Yesterday, Instagram went the way of Uber and rebranded. It replaced its understated, old-school Polaroid camera symbol with a neon and abstract version of something similar.

It seems that both Instagram and Uber updated their logos to reflect their updated identities. Instagram said it was because the platform now supports "photos and videos." For Uber, it was because the company now does more than just connect drivers with riders.

But did the old logos actually need to go? Was there something fundamentally inappropriate about a cool, modern U representing Uber, and a camera representing what is still primarily a photo app?

Just as was the case with Uber, as soon as Instagram rolled out the new emblem, the internet reacted strongly. Tweet highlights:

  • "My eyes cannot un-see the atrocity that is the new Instagram logo."
  • "I usually embrace change but the @instagram update reminds me of Windows 95 and the icon looks like 3rd place in a middle school competition."
  • "The new Instagram logo looks like a rejected Starburst flavor."

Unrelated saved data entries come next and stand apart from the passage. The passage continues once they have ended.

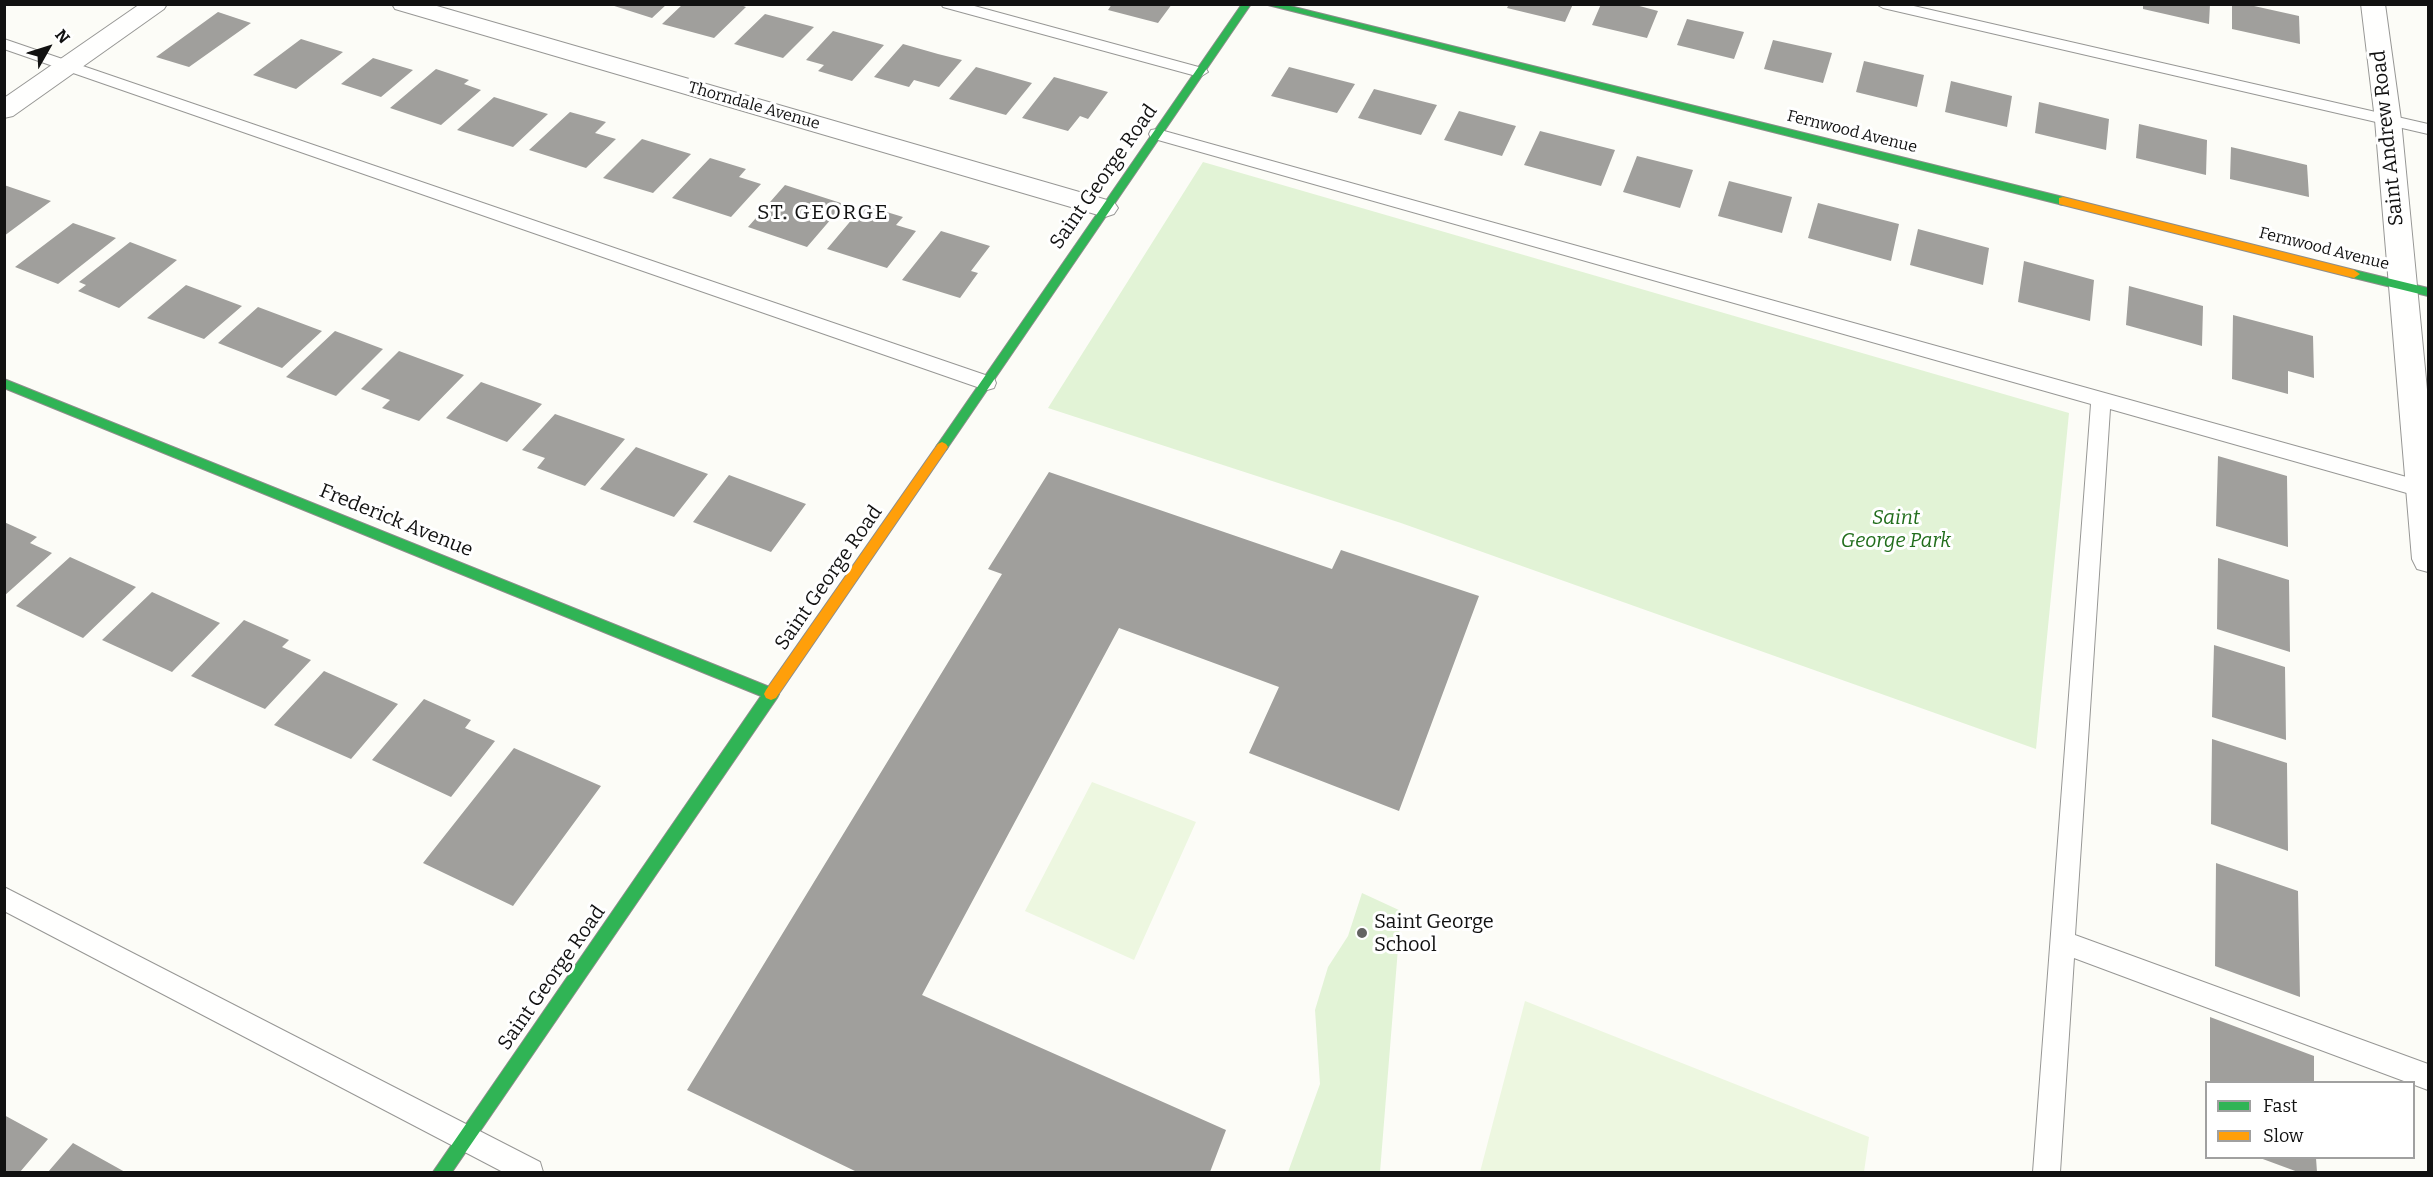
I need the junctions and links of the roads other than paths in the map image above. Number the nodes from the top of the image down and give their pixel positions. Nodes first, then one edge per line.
1 (156, 4) edge
2 (403, 4) edge
3 (948, 4) edge
4 (1246, 4) edge
5 (1268, 4) edge
6 (1883, 4) edge
7 (2373, 4) edge
8 (4, 44) edge
9 (69, 65) junction
10 (1200, 72) junction
11 (4, 110) edge
12 (2388, 120) junction
13 (2428, 129) edge
14 (1157, 134) junction
15 (1105, 208) junction
16 (2416, 289) edge
17 (4, 383) edge
18 (987, 383) junction
19 (2101, 399) junction
20 (2426, 490) edge
21 (2428, 559) edge
22 (772, 694) junction
23 (4, 898) edge
24 (2062, 942) junction
25 (2428, 1077) edge
26 (465, 1139) junction
27 (442, 1173) edge
28 (530, 1173) edge
29 (2046, 1173) edge

1 - 9 street
2 - 15 street, Thorndale Avenue
3 - 10 lane
4 - 10 street, Saint George Road
5 - 16 street, Fernwood Avenue
6 - 12 lane
7 - 12 street, Saint Andrew Road
8 - 9 lane
9 - 11 street
9 - 18 lane
10 - 14 street, Saint George Road
12 - 13 lane
12 - 16 street, Saint Andrew Road
14 - 15 street, Saint George Road
14 - 19 lane
15 - 18 street, Saint George Road
16 - 20 street, Saint Andrew Road
17 - 22 street, Frederick Avenue
18 - 22 street, Saint George Road
19 - 20 lane
19 - 24 lane
20 - 21 street, Saint Andrew Road
22 - 26 street, Saint George Road
23 - 26 lane
24 - 25 lane
24 - 29 lane
26 - 27 street, Saint George Road
26 - 28 lane

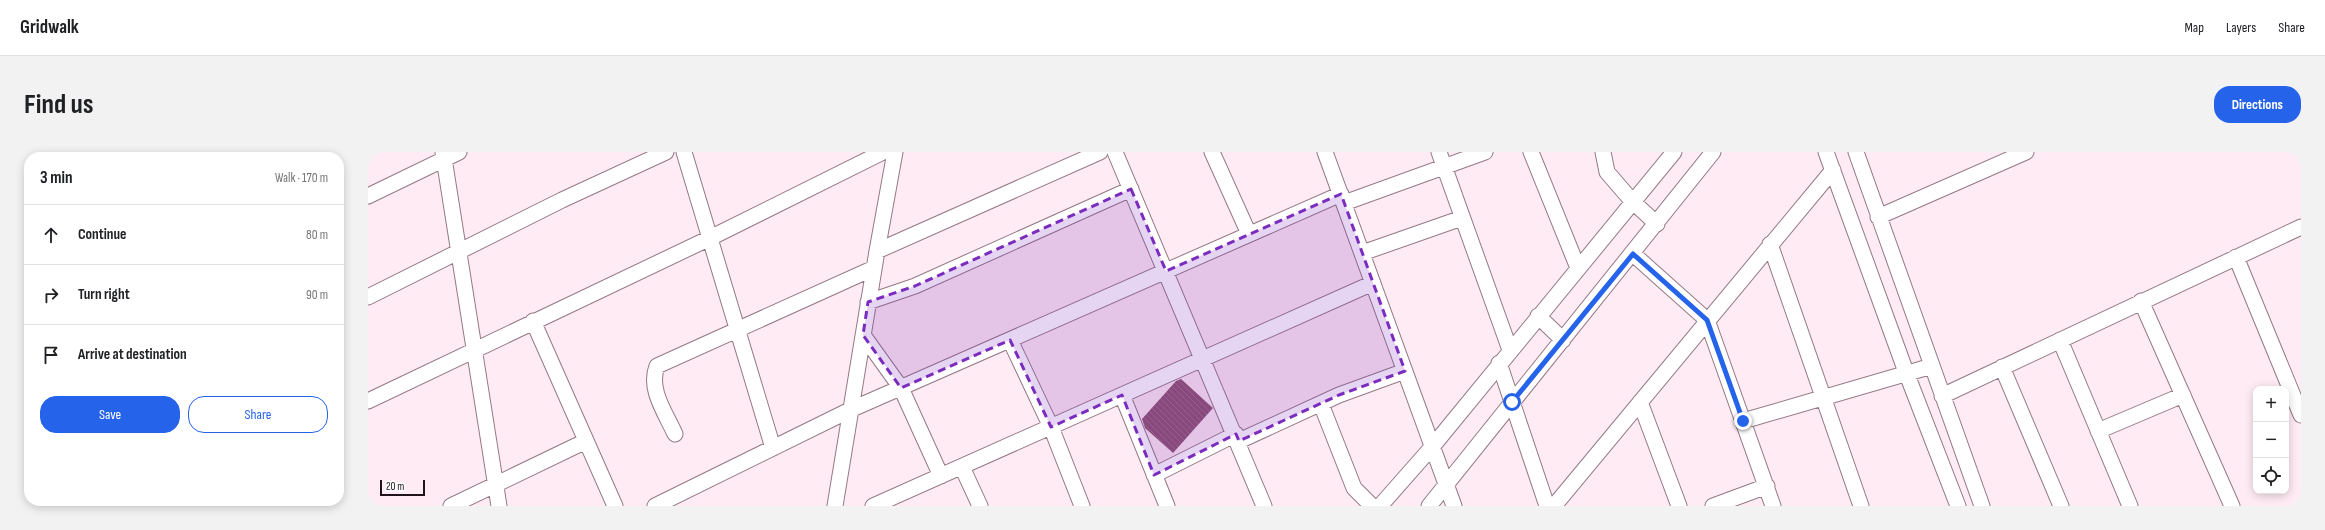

Adweek's article on the subject was, "Instagram's New Logo Is a Travesty. Can We Change It Back? Please?" And The New York Times ran, "The Great Instagram Logo Freakout of 2016."

The fact is, as humans, we form emotional bonds. With people, with brands, and, yes, with logos. And the brands and logos with which we form the strongest bonds are likely apps--those on devices that we spend more time with than we do most loved ones.

If there was coherent logic behind the rebrand--if, for example, the direction of the company had actually fundamentally shifted--it would be easier to make the transition. It would be easier to let go of something that brightened your day a little bit, like a cute and classic camera icon. But there isn't.

The outrage also points to a larger trend and expectation of modern consumers: Most want to feel included in, not dictated to. When companies that have such an impact on our daily lives change something as fundamental as their logo without so much as a warning, as ridiculous as it may seem, it's easy to feel left out. And disappointed.

I was partial to the old Uber logo. I adored the old Instagram one. I will genuinely miss them, and I'm kind of annoyed that I'll have to.

The point is this: When tech companies like Uber and Instagram reflect their "new" identities by switching logos, they're missing something important in the process--users don't like it.

Branding is a delicate thing. It should stay consistent unless there's a truly compelling reason to change.